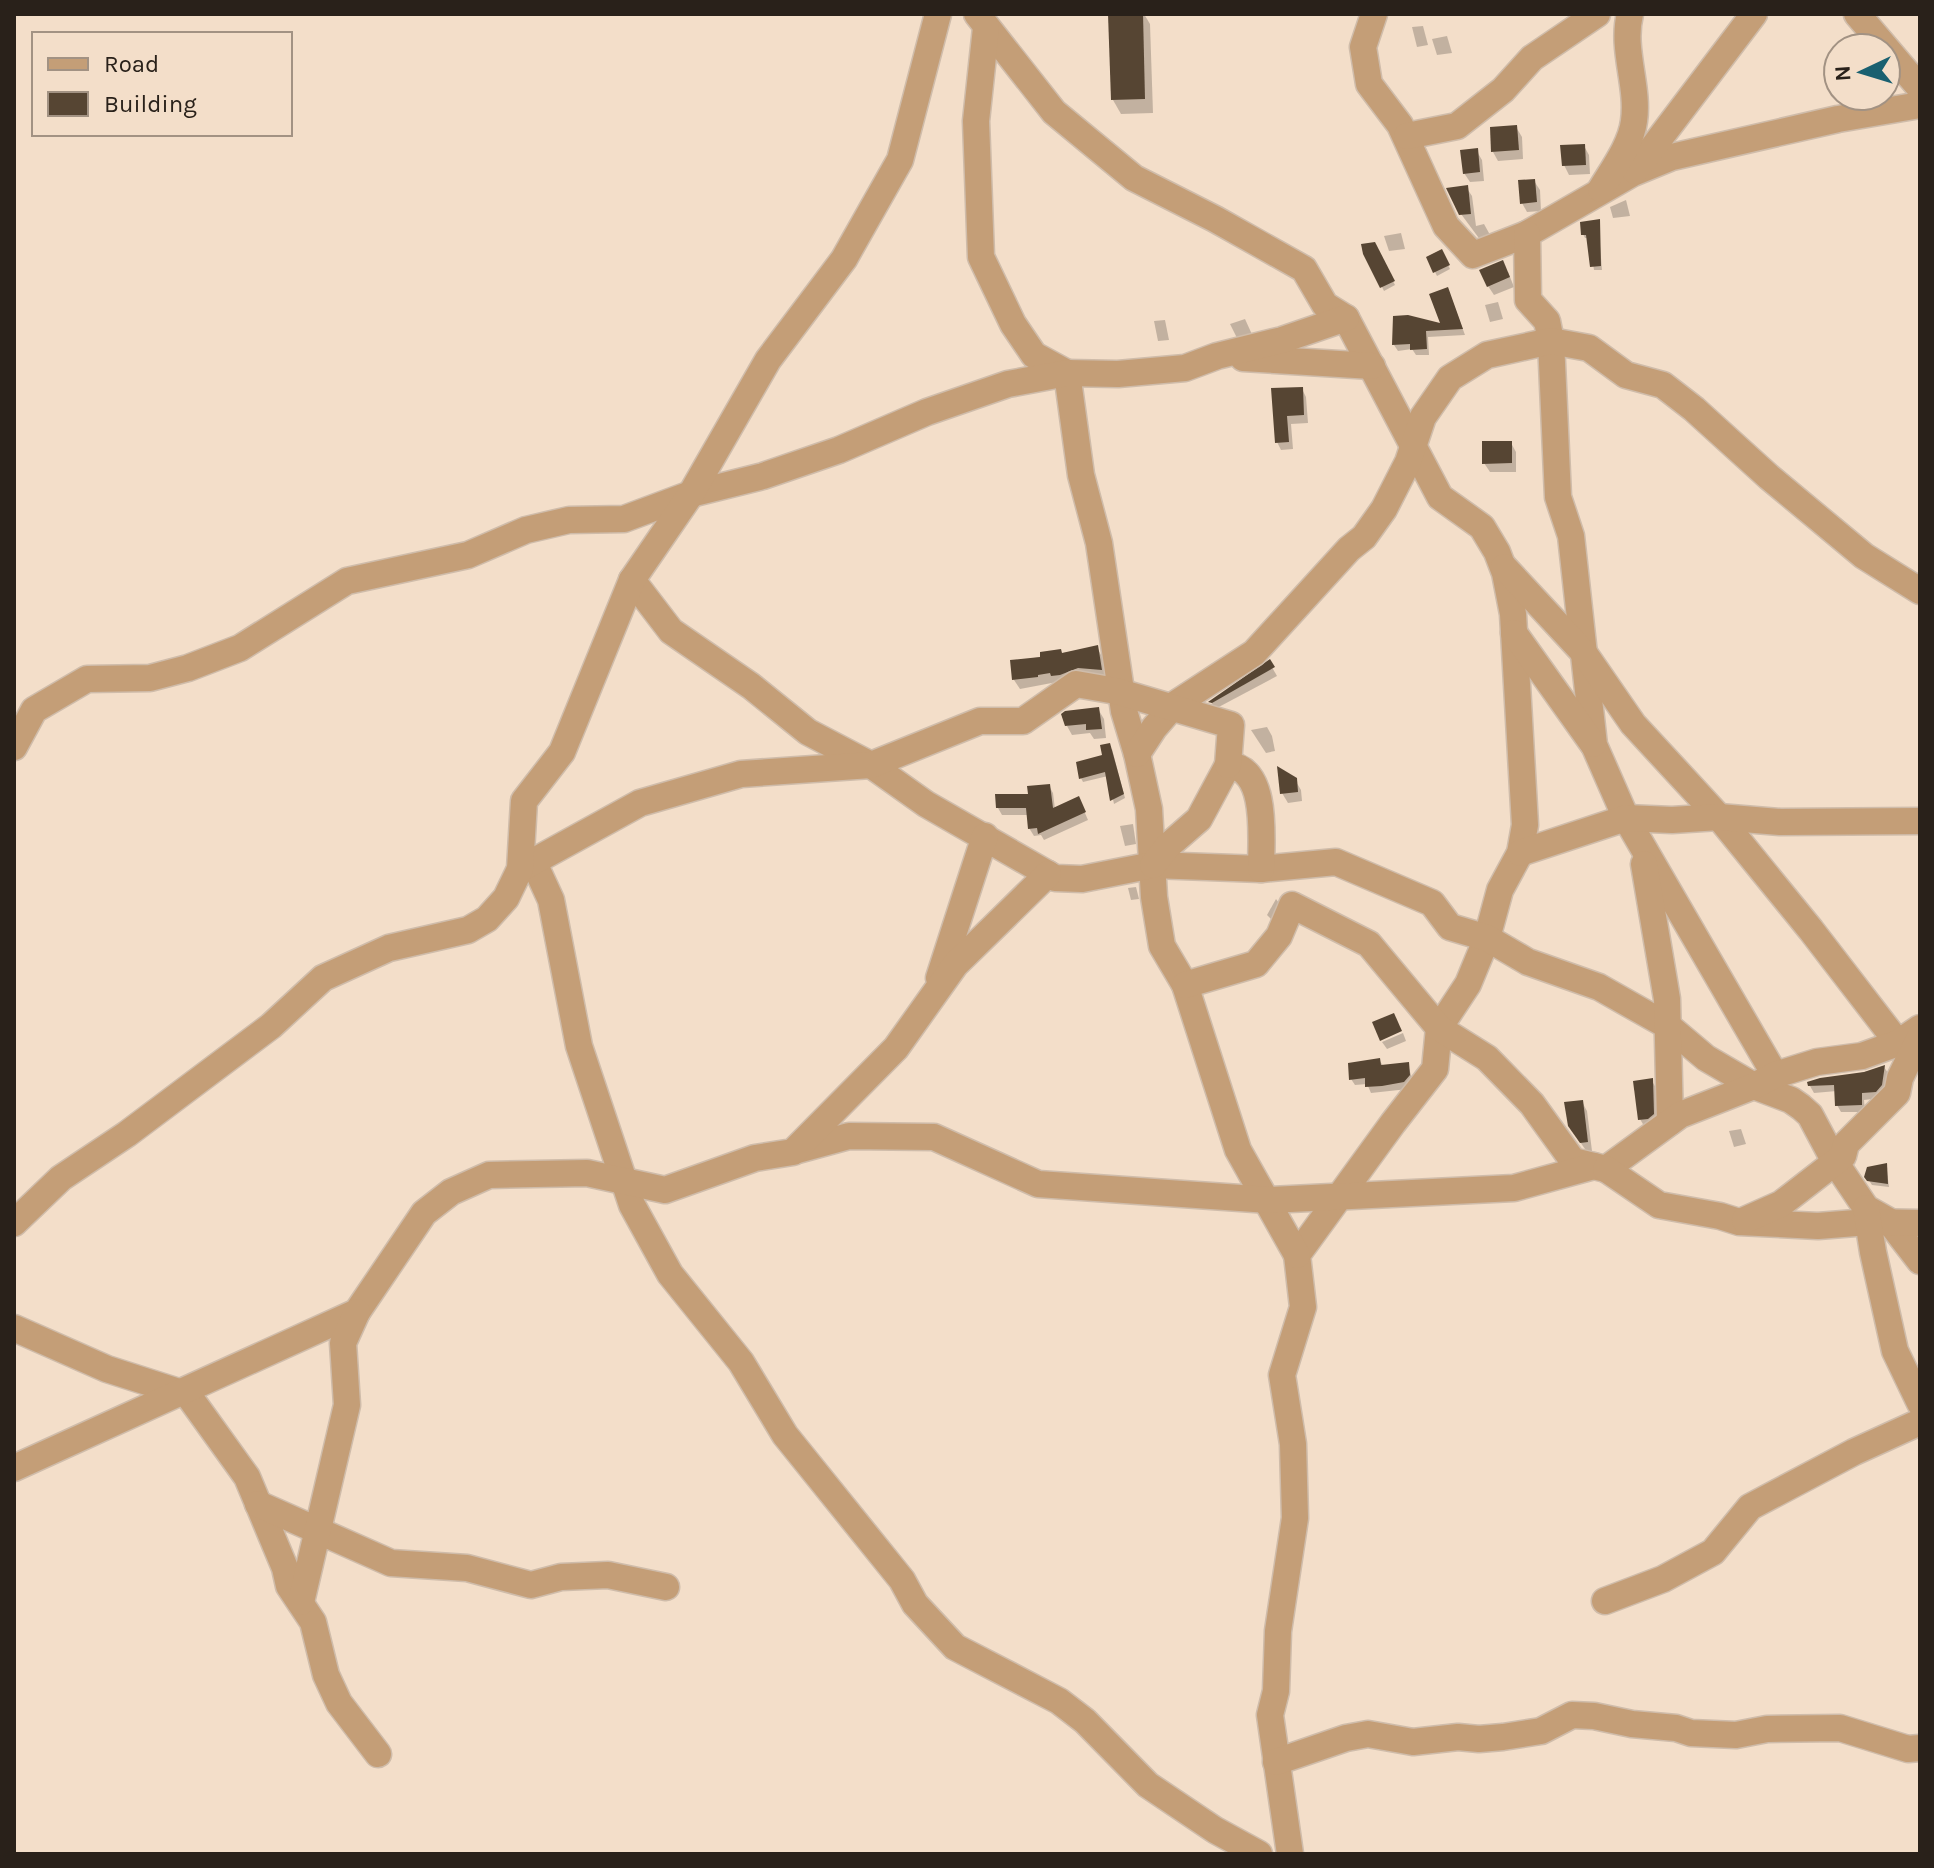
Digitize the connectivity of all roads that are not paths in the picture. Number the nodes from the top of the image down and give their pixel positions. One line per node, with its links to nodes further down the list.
1 (938, 14): 20 (street)
2 (1374, 14): 10 (street)
3 (1597, 14): 10 (street)
4 (1630, 14): 12 (street)
5 (1754, 14): 11 (street)
6 (1857, 14): 8 (street)
7 (981, 21): 14 (street); 18 (street)
8 (1920, 88)
9 (1920, 105): 11 (street)
10 (1407, 136): 13 (street)
11 (1633, 173): 12 (street)
12 (1598, 194): 13 (street)
13 (1527, 234): 15 (street)
14 (1346, 318): 16 (street); 17 (street)
15 (1551, 341): 19 (street); 23 (street); 25 (street)
16 (1217, 356): 17 (street); 18 (street)
17 (1372, 366): 19 (street)
18 (1067, 373): 20 (street); 26 (street)
19 (1414, 447): 21 (street); 27 (street)
20 (691, 494): 22 (street); 29 (street)
21 (1502, 564): 24 (street); 25 (street)
22 (632, 580): 31 (street); 40 (street)
23 (1920, 591)
24 (1514, 633): 28 (street); 38 (street)
25 (1584, 653): 28 (street); 33 (street)
26 (1121, 693): 27 (street); 30 (street); 31 (street)
27 (1172, 708): 30 (street); 32 (street)
28 (1594, 745): 34 (street)
29 (14, 747)
30 (1137, 754): 39 (street)
31 (871, 765): 36 (street); 40 (street)
32 (1228, 765): 39 (street); 41 (street)
33 (1719, 817): 34 (street); 35 (street); 48 (street)
34 (1626, 818): 37 (street); 38 (street)
35 (1920, 821)
36 (985, 836): 42 (street); 45 (street)
37 (1641, 844): 46 (street); 49 (street)
38 (1520, 853): 43 (street)
39 (1153, 865): 41 (street); 42 (street); 44 (street)
40 (527, 866): 55 (street); 60 (street)
41 (1261, 869): 43 (street)
42 (1048, 874): 45 (street)
43 (1487, 938): 46 (street); 47 (street)
44 (1185, 985): 47 (street); 57 (street)
45 (933, 997): 52 (street)
46 (1668, 1026): 49 (street); 51 (street)
47 (1439, 1028): 54 (street); 56 (street)
48 (1915, 1042): 49 (street); 50 (street)
49 (1764, 1080): 51 (street); 53 (street)
50 (1909, 1088): 53 (street)
51 (1670, 1122): 54 (street)
52 (793, 1152): 55 (street); 57 (street)
53 (1835, 1162): 58 (street); 59 (street)
54 (1600, 1167): 56 (street); 59 (street)
55 (624, 1181): 64 (street); 78 (street)
56 (1339, 1196): 57 (street); 62 (street)
57 (1266, 1200): 62 (street)
58 (1875, 1218): 59 (street); 61 (street); 63 (street); 67 (street)
59 (1739, 1222)
60 (14, 1223)
61 (1920, 1223)
62 (1297, 1255): 77 (street)
63 (1920, 1261)
64 (357, 1312): 66 (street); 71 (street)
65 (14, 1328): 66 (street)
66 (178, 1391): 69 (street); 70 (street)
67 (1920, 1403)
68 (1920, 1422): 73 (street)
69 (14, 1468)
70 (258, 1504): 71 (street); 74 (street)
71 (316, 1530): 72 (street); 74 (street)
72 (666, 1587)
73 (1605, 1601)
74 (301, 1602): 76 (street)
75 (1920, 1748): 77 (street)
76 (378, 1754)
77 (1276, 1762): 79 (street)
78 (1259, 1854)
79 (1290, 1854)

▶ [Work required]
Set down the lines of the records above exactly, apart from the pictures.

▶ [Result]
Digitize the connectivity of all roads that are not paths in the picture. Number the nodes from the top of the image down and give their pixel positions. One line per node, with its links to nodes further down the list.
1 (938, 14): 20 (street)
2 (1374, 14): 10 (street)
3 (1597, 14): 10 (street)
4 (1630, 14): 12 (street)
5 (1754, 14): 11 (street)
6 (1857, 14): 8 (street)
7 (981, 21): 14 (street); 18 (street)
8 (1920, 88)
9 (1920, 105): 11 (street)
10 (1407, 136): 13 (street)
11 (1633, 173): 12 (street)
12 (1598, 194): 13 (street)
13 (1527, 234): 15 (street)
14 (1346, 318): 16 (street); 17 (street)
15 (1551, 341): 19 (street); 23 (street); 25 (street)
16 (1217, 356): 17 (street); 18 (street)
17 (1372, 366): 19 (street)
18 (1067, 373): 20 (street); 26 (street)
19 (1414, 447): 21 (street); 27 (street)
20 (691, 494): 22 (street); 29 (street)
21 (1502, 564): 24 (street); 25 (street)
22 (632, 580): 31 (street); 40 (street)
23 (1920, 591)
24 (1514, 633): 28 (street); 38 (street)
25 (1584, 653): 28 (street); 33 (street)
26 (1121, 693): 27 (street); 30 (street); 31 (street)
27 (1172, 708): 30 (street); 32 (street)
28 (1594, 745): 34 (street)
29 (14, 747)
30 (1137, 754): 39 (street)
31 (871, 765): 36 (street); 40 (street)
32 (1228, 765): 39 (street); 41 (street)
33 (1719, 817): 34 (street); 35 (street); 48 (street)
34 (1626, 818): 37 (street); 38 (street)
35 (1920, 821)
36 (985, 836): 42 (street); 45 (street)
37 (1641, 844): 46 (street); 49 (street)
38 (1520, 853): 43 (street)
39 (1153, 865): 41 (street); 42 (street); 44 (street)
40 (527, 866): 55 (street); 60 (street)
41 (1261, 869): 43 (street)
42 (1048, 874): 45 (street)
43 (1487, 938): 46 (street); 47 (street)
44 (1185, 985): 47 (street); 57 (street)
45 (933, 997): 52 (street)
46 (1668, 1026): 49 (street); 51 (street)
47 (1439, 1028): 54 (street); 56 (street)
48 (1915, 1042): 49 (street); 50 (street)
49 (1764, 1080): 51 (street); 53 (street)
50 (1909, 1088): 53 (street)
51 (1670, 1122): 54 (street)
52 (793, 1152): 55 (street); 57 (street)
53 (1835, 1162): 58 (street); 59 (street)
54 (1600, 1167): 56 (street); 59 (street)
55 (624, 1181): 64 (street); 78 (street)
56 (1339, 1196): 57 (street); 62 (street)
57 (1266, 1200): 62 (street)
58 (1875, 1218): 59 (street); 61 (street); 63 (street); 67 (street)
59 (1739, 1222)
60 (14, 1223)
61 (1920, 1223)
62 (1297, 1255): 77 (street)
63 (1920, 1261)
64 (357, 1312): 66 (street); 71 (street)
65 (14, 1328): 66 (street)
66 (178, 1391): 69 (street); 70 (street)
67 (1920, 1403)
68 (1920, 1422): 73 (street)
69 (14, 1468)
70 (258, 1504): 71 (street); 74 (street)
71 (316, 1530): 72 (street); 74 (street)
72 (666, 1587)
73 (1605, 1601)
74 (301, 1602): 76 (street)
75 (1920, 1748): 77 (street)
76 (378, 1754)
77 (1276, 1762): 79 (street)
78 (1259, 1854)
79 (1290, 1854)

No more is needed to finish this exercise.